» **Work task**:
Which of the lines below mention the word "sheet"? Pull each one out.

■ ■ ■ ■ ■ ■ ■

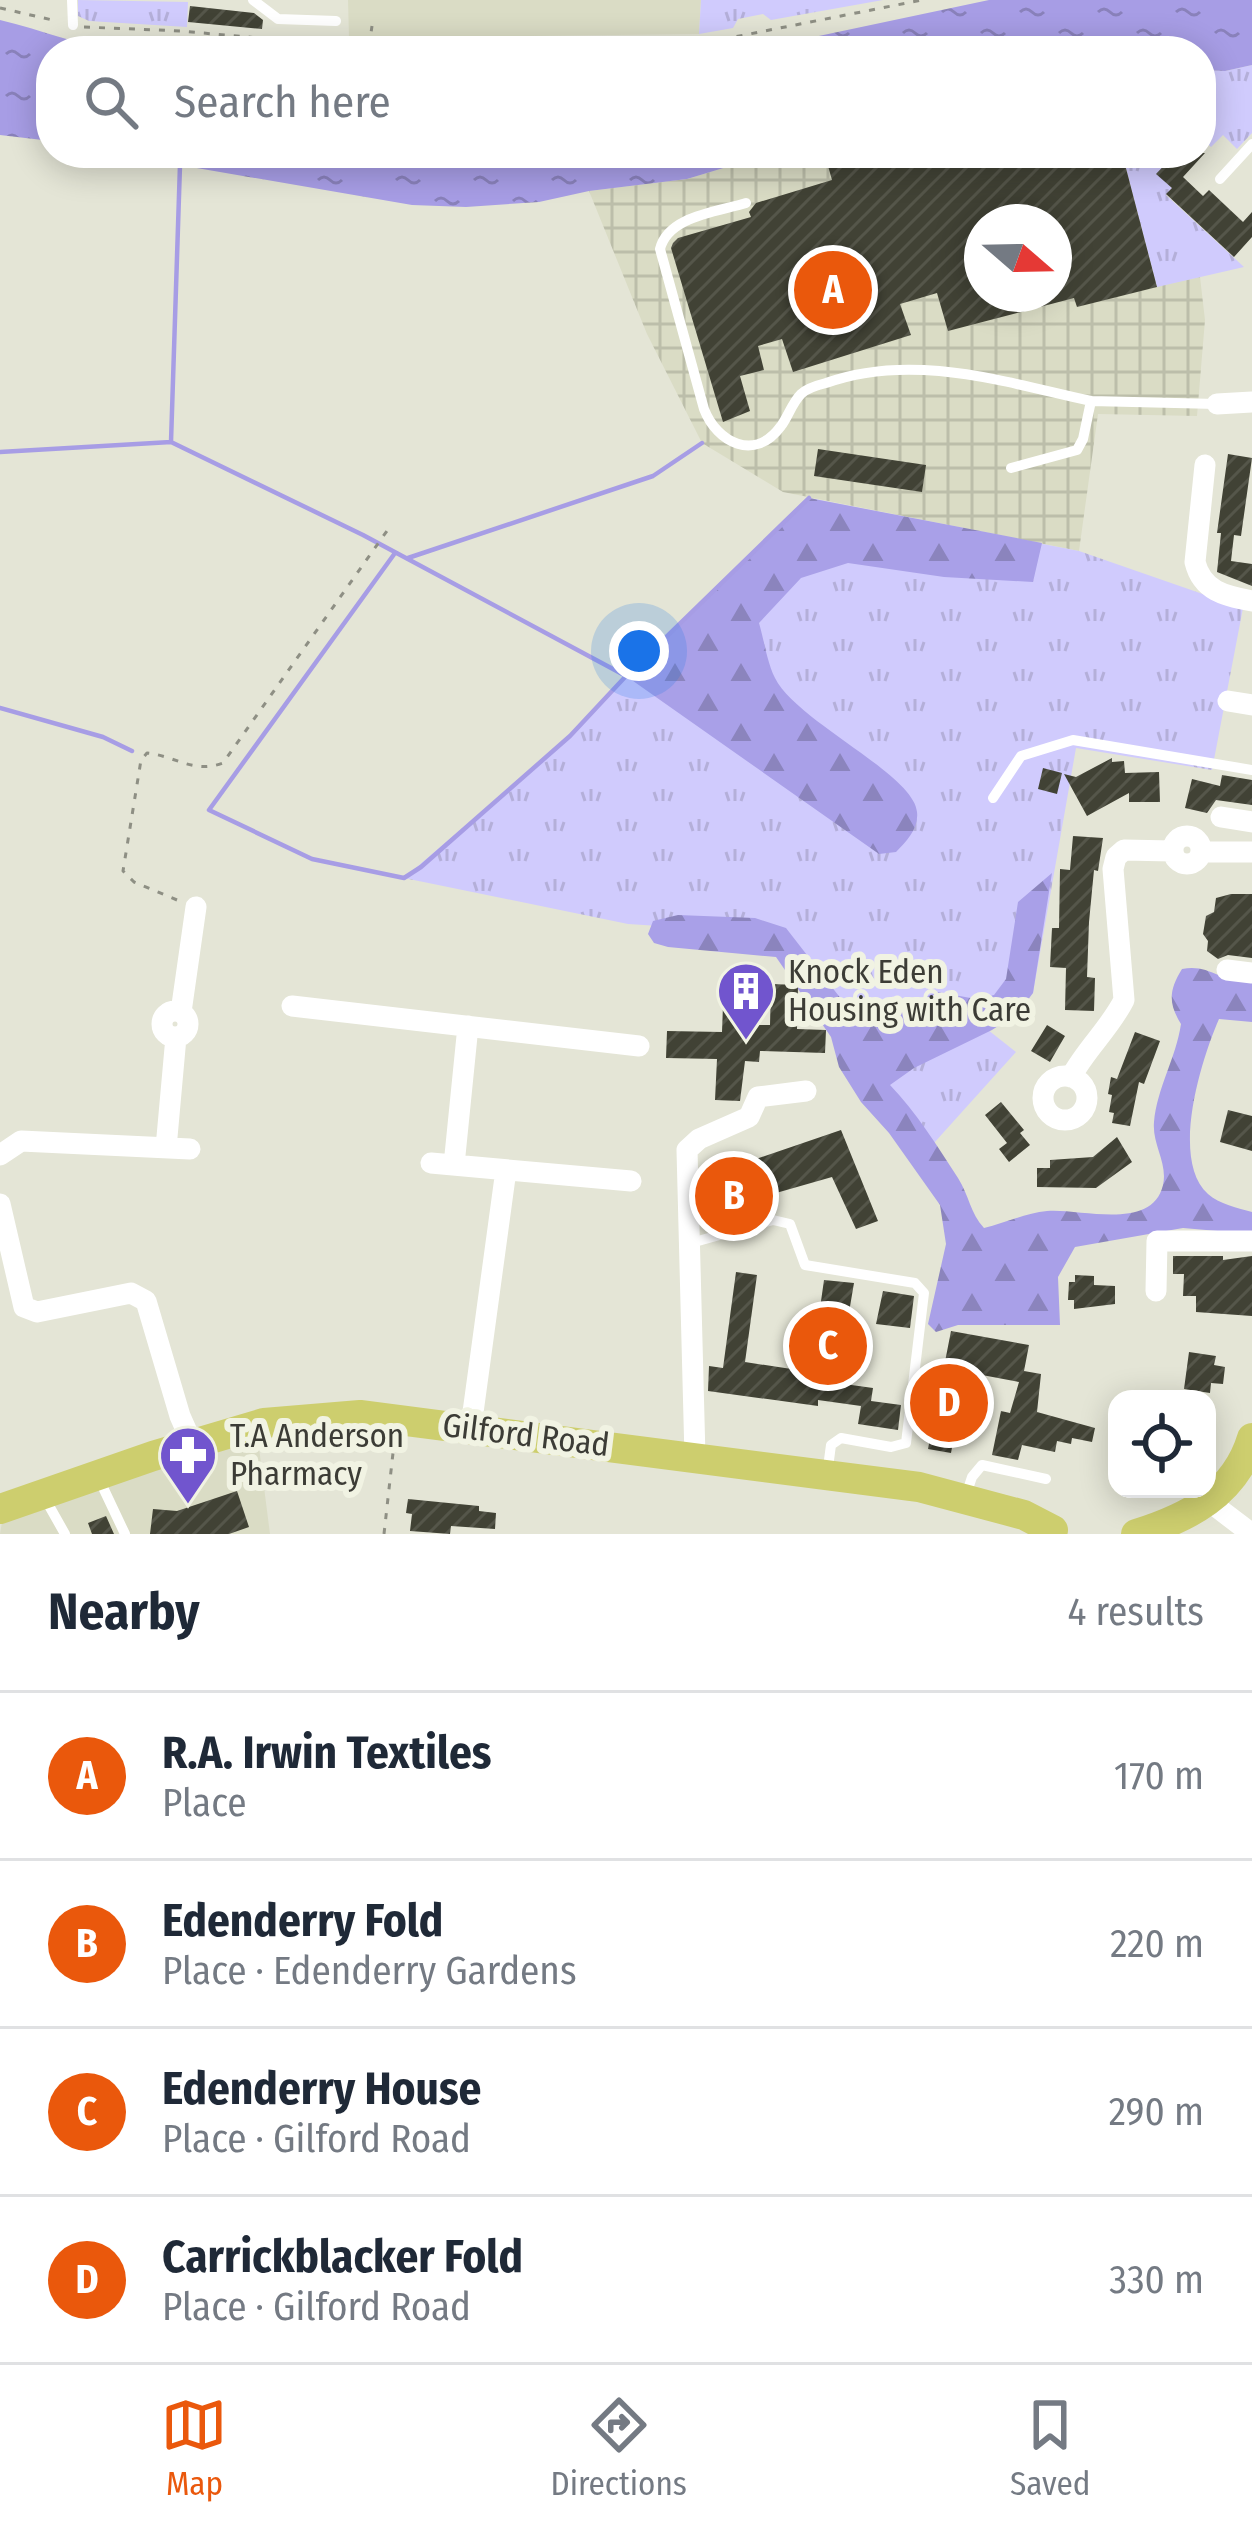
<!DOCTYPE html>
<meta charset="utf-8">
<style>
body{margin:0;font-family:"Fira Sans Condensed",sans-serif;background:#f2f2f3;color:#1f2937}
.controls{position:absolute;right:36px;bottom:36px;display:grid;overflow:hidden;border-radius:24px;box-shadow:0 6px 30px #0003}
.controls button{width:108px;height:108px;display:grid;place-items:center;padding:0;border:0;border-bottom:3px solid #e0e1e3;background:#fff;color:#1f2937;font:60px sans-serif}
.compass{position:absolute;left:964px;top:204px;width:108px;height:108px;border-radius:50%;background:#fff;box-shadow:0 6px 30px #0003;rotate:110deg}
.you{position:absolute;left:639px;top:651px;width:42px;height:42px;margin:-30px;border:9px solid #fff;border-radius:50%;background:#1a73e8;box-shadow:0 0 0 18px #1a73e833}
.badge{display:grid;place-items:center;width:78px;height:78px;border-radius:50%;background:#ea580c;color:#fff;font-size:39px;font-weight:700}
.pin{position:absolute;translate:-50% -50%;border:6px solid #fff;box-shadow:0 3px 12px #0006}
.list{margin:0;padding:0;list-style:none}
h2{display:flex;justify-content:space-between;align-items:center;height:156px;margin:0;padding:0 48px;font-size:51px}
h2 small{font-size:39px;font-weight:400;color:#747a83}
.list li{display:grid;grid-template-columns:78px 1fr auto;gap:36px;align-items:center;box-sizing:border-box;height:168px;padding:0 48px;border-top:3px solid #e0e1e3}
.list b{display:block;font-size:45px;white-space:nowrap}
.list p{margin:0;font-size:39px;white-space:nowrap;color:#747a83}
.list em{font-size:39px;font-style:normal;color:#747a83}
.icon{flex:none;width:66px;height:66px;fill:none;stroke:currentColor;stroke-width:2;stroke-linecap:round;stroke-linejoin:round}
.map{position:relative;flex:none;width:1252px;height:1534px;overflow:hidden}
.search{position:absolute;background:#fff;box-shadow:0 6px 30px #0003;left:36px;right:36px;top:36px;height:132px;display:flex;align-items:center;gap:30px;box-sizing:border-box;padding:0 42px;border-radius:48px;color:#747a83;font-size:45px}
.sheet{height:828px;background:#fff}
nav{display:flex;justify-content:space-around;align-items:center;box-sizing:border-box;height:168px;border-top:3px solid #e0e1e3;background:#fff;font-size:33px;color:#747a83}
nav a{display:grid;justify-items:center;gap:6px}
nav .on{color:#ea580c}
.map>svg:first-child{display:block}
</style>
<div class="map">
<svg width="1252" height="1534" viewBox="0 0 1252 1534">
<defs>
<pattern id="industrial-grid" width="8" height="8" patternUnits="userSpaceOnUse" patternTransform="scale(3)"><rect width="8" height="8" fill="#dadcc5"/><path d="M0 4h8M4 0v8" fill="none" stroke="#bcbeaa"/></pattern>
<pattern id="grass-tufts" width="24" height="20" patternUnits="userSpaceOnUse" patternTransform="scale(3)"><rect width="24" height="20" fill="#d0cbfd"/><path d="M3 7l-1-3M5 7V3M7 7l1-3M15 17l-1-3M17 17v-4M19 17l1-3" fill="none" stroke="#b4afd9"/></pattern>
<pattern id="forest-firs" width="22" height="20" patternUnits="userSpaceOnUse" patternTransform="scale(3)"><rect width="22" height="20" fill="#a9a0e8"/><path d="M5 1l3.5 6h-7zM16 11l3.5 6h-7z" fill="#8b84bd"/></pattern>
<pattern id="water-ripples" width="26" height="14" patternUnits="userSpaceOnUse" patternTransform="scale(3)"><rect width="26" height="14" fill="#a79de5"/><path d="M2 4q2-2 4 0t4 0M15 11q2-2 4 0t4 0" fill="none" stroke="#8981ba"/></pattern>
<pattern id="building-hatch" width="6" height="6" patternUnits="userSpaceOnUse" patternTransform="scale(3)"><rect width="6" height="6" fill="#414235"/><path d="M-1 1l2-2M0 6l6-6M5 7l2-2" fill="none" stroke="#55564a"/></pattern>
</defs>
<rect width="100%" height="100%" fill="#e4e5d6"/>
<path fill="#dadcc5" d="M348,0H701L699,34L349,38Z
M258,1440L270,1534H0L2,1522L110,1481Z"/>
<path fill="url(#industrial-grid)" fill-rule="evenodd" d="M773,153H1122L1157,286L1200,277L1205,320L1197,416L1098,414L1079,551L783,492L702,443L647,334L589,191L687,179ZM982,222H1054V294H982Z"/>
<path fill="url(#grass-tufts)" d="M78,0L188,2L187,27L89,21L78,16Z
M701,0H883L771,20L763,14L738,19L733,28L699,34Z
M1252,65V133L1237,149L1223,135L1211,147L1201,137V70L1225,71Z
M1122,153H1176L1157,174L1172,188L1166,195L1244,267L1157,287Z
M809,498L1079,551L1243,608L1212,770L1076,748L1033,993L983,1026L1016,1052L925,1153L767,933L628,924L404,878L570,736L626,676Z"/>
<path fill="url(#forest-firs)" d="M809,498L1042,543L1033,582L944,577L848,563L801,578L759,623C764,640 767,662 775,678C797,722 914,774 917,812C919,828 907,841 896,852L879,854L626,676Z
M1052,873L1033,993L1018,1013L992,1030L914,1068L890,1085C916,1112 938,1147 958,1178C969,1195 970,1213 984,1228C1005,1223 1026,1213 1047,1211C1080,1208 1152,1232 1163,1185C1168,1163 1152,1145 1154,1122C1157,1088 1176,1058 1181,1024C1168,1003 1169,990 1182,969C1211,963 1222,985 1252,981V1022L1219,1019C1201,1060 1170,1160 1208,1194C1219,1204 1238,1208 1252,1212V1234L1183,1228L1075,1247L1058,1277L1060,1325H958L936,1332L928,1324L946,1244L940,1205L889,1133L861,1102L839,1067L831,1037L776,957L668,947L654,943L648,934L653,921L678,915L755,918L786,928L859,1022L938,992L976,999L994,995L1006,979L1018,902Z"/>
<path fill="url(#water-ripples)" d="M989,0H1252V65L1225,71L1201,70V51H748Z
M0,20C42,30 80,46 123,51H51V141L0,135Z
M110,153H773L687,179L589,191L539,202L466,207L412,205Z"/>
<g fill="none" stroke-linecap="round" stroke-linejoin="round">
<path stroke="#a79de5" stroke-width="4.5" d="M180,165L171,442L363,535L626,676
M0,452L171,442
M395,553L209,810L312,859L404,878L421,867L570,736L626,676L809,498
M408,558L653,476L702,443
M0,708L103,737L132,751"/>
</g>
<path fill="url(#building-hatch)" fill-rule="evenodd" d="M190,6L254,13L263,20L262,29L188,22Z
M881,153H1122L1157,287L1077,307L1074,298L948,331L937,293L900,304L911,335L793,372L782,339L758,346L764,370L740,376L750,411L723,422L671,248L673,243L678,238L751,217L749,212L756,203L832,180L828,166ZM982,222H1054V294H982Z
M1176,153H1205L1183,177L1203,196L1209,190L1243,222L1252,212V237L1234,257L1166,194L1172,188L1156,174Z
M818,449L926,465L922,492L814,476Z
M1228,454L1252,458L1241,536L1234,535L1231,561L1252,564V586L1217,572L1221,533H1217Z
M1112,758V762L1124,761L1125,773L1159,772L1160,802H1129V793L1087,816L1064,774L1076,777Z
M1043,768L1062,773L1057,794L1038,789Z
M1222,775L1252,780V805L1216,800L1207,813L1185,808L1192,779L1220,786Z
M1073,836L1103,838L1098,871L1094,870L1089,922L1087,977L1095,978L1094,1011L1065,1010L1066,968L1050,967L1052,928H1059L1060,869L1070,870Z
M1231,894H1252V958L1228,955L1218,959L1207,951L1208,941L1203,934L1206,916L1214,912L1216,898Z
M724,979L745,980L743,1025H770L771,984L798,985L797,1029L826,1030L825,1053L760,1051L759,1062L745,1061L740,1101L715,1100L717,1059L666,1058L667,1031L722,1032Z
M1047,1025L1065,1036L1050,1062L1031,1051Z
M1135,1032L1160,1041L1144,1084L1139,1082L1130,1126L1112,1123L1114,1113L1109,1112L1112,1095L1108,1094L1111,1077L1117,1079Z
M1001,1102L1024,1130L1020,1133L1030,1145L1009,1162L999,1149L1007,1143L985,1115Z
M1228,1110L1252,1116V1151L1220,1142Z
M841,1130L878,1221L856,1229L832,1177L706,1213L703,1177Z
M1117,1137L1132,1162L1096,1188L1037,1187V1168H1050V1160L1093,1157Z
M1173,1256H1223V1260L1252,1256V1316L1196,1312V1296H1183L1184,1274H1173Z
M736,1272L757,1275L745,1362L811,1372L824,1280L854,1283L837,1383L873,1388L871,1401L901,1405L898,1430L858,1424L861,1406L818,1400V1406L708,1391L709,1366L723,1368Z
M1075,1275L1094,1276V1285L1115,1286V1304L1074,1309V1300H1068L1069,1282H1075Z
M883,1291L914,1296L910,1328L876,1324Z
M951,1331L1029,1345L1024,1371L1041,1374L1037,1412L1095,1428L1092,1442L1072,1438L1071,1444L1057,1441L1055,1452L1022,1445L1018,1460L992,1455L1001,1411L1010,1413L1019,1382L966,1372L951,1453L928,1449Z
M1189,1352L1216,1356L1214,1365L1225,1367L1223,1384L1211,1383L1210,1393L1184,1389Z
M237,1491L249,1527L229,1534H150L153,1509L177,1511Z
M408,1499L479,1506V1511L496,1513L495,1529L451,1526L450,1534L410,1531L412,1514L406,1513Z
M106,1516L114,1534H92L88,1523Z"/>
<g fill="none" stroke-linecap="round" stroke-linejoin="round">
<path stroke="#8e8f84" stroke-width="3" stroke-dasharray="6 9" stroke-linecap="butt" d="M0,8L57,21
M84,27L180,31L405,51
M369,46L372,26
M663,51L922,0
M734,51L755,33
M177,900L134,882L123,871L141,760L147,753C176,756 193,774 223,763L389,528
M384,1534L394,1444"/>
<path stroke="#fff" stroke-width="10" d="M72,0L73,25
M253,0L278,19L336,21
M1220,179L1252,144
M746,203C717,212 668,216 660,249L704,409C717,443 755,462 781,426C788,417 792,403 801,394C806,389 818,385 826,383C913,352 1004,382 1091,401
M1011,468L1077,450L1083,439L1091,401L1217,404
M993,798L1021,756L1073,740L1252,770
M691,1243L773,1220L790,1224L805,1265L915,1283L924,1293L906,1443L891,1447L841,1438L831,1445L827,1475
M99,1479L125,1534
M43,1495L65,1534
M965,1498L972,1477L982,1465L1046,1479"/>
<path stroke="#fff" stroke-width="21" d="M1217,404L1252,402
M1205,465L1195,562C1202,591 1225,596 1252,601
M1228,701L1252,705
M1221,817L1252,822
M1173 850a14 14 0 1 1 28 0a14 14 0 1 1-28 0Z
M1201,852H1252
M1227,970L1252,973
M292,1006L639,1046
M162 1024a13 13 0 1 1 26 0a13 13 0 1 1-26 0Z
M181,1012L196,907
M1043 1098a22 22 0 1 1 44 0a22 22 0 1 1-44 0Z
M1071,1077C1086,1049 1110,1028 1124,1000L1113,869L1116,857L1124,850L1172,851
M166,1148L176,1037
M0,1155L21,1141L190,1149
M431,1163L631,1181
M454,1165L468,1026
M0,1204L24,1307L37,1312L131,1293L146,1301L180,1416L192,1443
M1156,1291L1157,1241H1252
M471,1427L506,1170
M695,1457L687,1150L699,1139L749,1117L758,1097L806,1091
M1210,1502L1252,1534"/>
<path stroke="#cdce6e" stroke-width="30" d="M0,1509L153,1456L264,1423L360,1415L919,1487L1024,1515L1053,1530
M1136,1534C1188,1518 1235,1494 1252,1438"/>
</g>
<defs>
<g id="building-pin" transform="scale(3)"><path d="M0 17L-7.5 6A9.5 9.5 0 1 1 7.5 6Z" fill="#7155ce" stroke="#f1f3e3"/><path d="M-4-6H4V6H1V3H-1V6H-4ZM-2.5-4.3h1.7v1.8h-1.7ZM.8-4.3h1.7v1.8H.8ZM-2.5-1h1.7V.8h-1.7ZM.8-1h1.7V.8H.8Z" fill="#fff"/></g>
<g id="pharmacy-pin" transform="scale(3)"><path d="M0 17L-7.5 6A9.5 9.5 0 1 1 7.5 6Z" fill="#7155ce" stroke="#f1f3e3"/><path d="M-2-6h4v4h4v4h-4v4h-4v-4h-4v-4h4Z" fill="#fff"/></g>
</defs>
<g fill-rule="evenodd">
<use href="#building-pin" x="746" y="991"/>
<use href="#pharmacy-pin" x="188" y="1455"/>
</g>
<g text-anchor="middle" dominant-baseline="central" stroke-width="12" stroke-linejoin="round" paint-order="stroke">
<g font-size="33" fill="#3c3c36" stroke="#f1f3e3" text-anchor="start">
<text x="788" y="972">Knock Eden<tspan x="788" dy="38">Housing with Care</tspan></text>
<text x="230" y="1436">T.A Anderson<tspan x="230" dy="38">Pharmacy</tspan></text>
</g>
<g font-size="33" fill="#3c3c36" stroke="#f1f3e3">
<text transform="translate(526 1435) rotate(7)">Gilford Road</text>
</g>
</g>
</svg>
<div class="controls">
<button><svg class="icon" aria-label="locate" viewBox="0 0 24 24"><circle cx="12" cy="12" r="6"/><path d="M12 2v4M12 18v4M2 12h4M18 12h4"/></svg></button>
</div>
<svg class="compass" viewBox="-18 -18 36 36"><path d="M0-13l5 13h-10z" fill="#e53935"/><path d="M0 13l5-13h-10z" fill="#747a83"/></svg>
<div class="you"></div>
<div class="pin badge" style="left:833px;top:290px">A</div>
<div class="pin badge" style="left:734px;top:1196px">B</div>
<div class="pin badge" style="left:828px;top:1346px">C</div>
<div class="pin badge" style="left:949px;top:1403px">D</div>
<div class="search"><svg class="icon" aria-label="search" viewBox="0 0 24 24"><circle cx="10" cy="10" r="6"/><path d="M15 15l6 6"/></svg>Search here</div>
</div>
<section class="sheet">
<h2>Nearby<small>4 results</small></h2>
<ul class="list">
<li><span class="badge">A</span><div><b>R.A. Irwin Textiles</b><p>Place</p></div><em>170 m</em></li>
<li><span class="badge">B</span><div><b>Edenderry Fold</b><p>Place · Edenderry Gardens</p></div><em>220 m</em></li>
<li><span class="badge">C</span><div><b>Edenderry House</b><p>Place · Gilford Road</p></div><em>290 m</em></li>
<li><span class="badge">D</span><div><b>Carrickblacker Fold</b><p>Place · Gilford Road</p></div><em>330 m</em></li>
</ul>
</section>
<nav>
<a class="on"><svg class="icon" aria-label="map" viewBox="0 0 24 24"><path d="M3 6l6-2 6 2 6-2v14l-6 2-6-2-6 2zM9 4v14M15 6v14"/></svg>Map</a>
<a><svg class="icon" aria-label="directions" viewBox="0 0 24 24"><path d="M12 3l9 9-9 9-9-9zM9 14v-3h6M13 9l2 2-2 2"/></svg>Directions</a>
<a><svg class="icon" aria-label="saved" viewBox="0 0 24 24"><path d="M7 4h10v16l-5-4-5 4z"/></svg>Saved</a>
</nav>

■ ■ ■ ■ ■ ■ ■

» **Exercise solution**:
.sheet{height:828px;background:#fff}
<section class="sheet">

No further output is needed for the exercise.